Tuesday, May 11, 2010

Senate Races on the Issues

In a recent post, Marc Korman noted that prior to this year, the last time a sitting MoCo Delegate challenged a Senator was in 1994, when then-Delegate Chris Van Hollen defeated Senator Patricia Sher in the District 18 Democratic primary. Now, no fewer than three Delegates are taking on their Senators: Karen Montgomery vs. Rona Kramer in District 14, Saqib Ali vs. Nancy King in District 39 and Roger Manno vs. Mike Lenett in District 19. This is great for issue-oriented voters since all of these candidates have served in the General Assembly over the last term. Normally, challengers make claims and incumbents recite their records. But in each of these races, both candidates have voting records that are subject to scrutiny.

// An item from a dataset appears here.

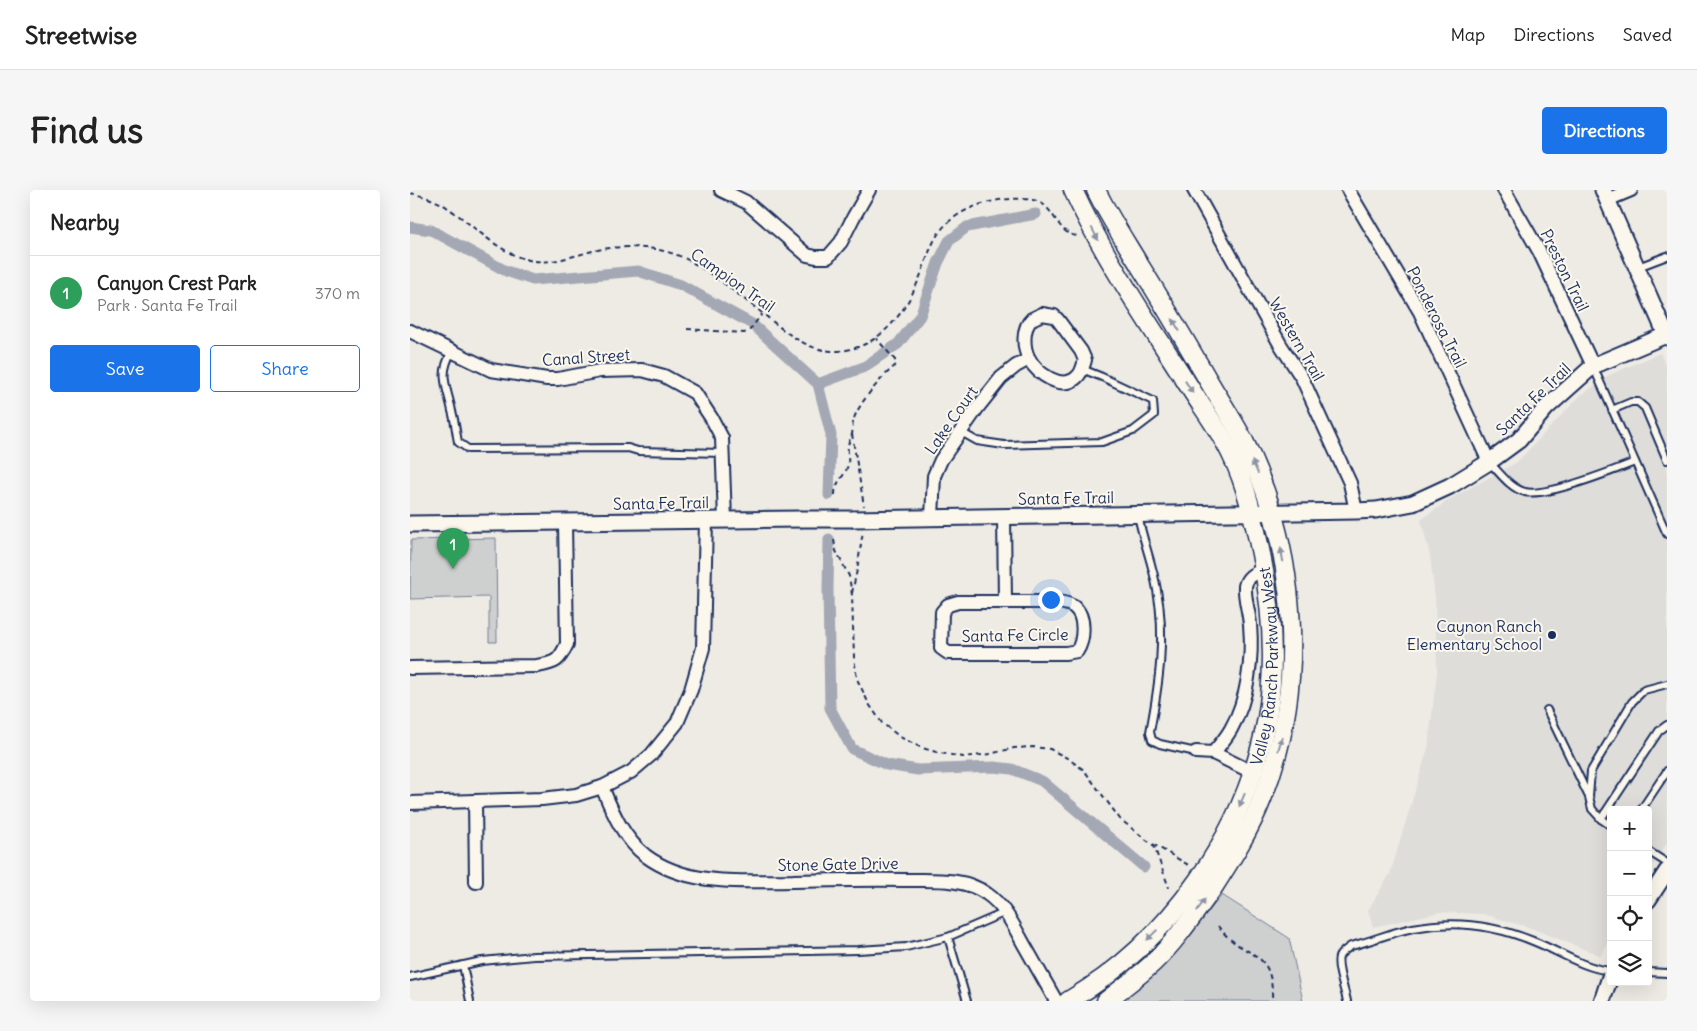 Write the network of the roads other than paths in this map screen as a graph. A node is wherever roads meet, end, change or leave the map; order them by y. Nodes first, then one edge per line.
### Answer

MPW’s Research Department has taken advantage of this opportunity on behalf of our readers in these three districts. We have examined the records of all six candidates from the perspective of three progressive advocacy groups that release regular legislative scorecards: Progressive Maryland, the Maryland League of Conservation Voters (LCV) and Equality Maryland. Progressive Maryland is an umbrella group representing a variety of labor and civil rights organizations. Their 2007, 2008 and 2009 scorecards track votes on labor and campaign finance bills. Maryland LCV is an environmental advocacy group whose 2007, 2008 and 2009 scorecards track votes on environmental bills. Equality Maryland is a civil rights group whose 2008 and 2009 scorecards track co-sponsorship and votes on LGBT rights bills. Between these three groups’ rankings, a good chunk of issues important to Democratic primary voters – especially liberals – can be evaluated.

The groups typically use two measures of voting behavior: scores and vote tallies. Scores, expressed as percentages, are mostly based on votes but differ a bit because Progressive Maryland and Equality Maryland weight some votes heavier than others. Progressive Maryland also uses a “leadership score,” which is a subjective measure assessing the non-voting behavior of legislators, that accounts for twenty of their 100 score points. Equality Maryland uses co-sponsorship of particularly important bills, like those allowing gay marriage, in addition to votes. The organizations also occasionally use committee votes in addition to floor votes. We will report both scores and votes and let the readers decide which is more important, though the two track each other pretty closely.

And so over the next three days, we will assess how the actual records of the candidates in the District 14, 19 and 39 Senate races stack up. There will be no running, no hiding and no propaganda from the candidates – just their real-live votes. Voters rejoice and politicians beware!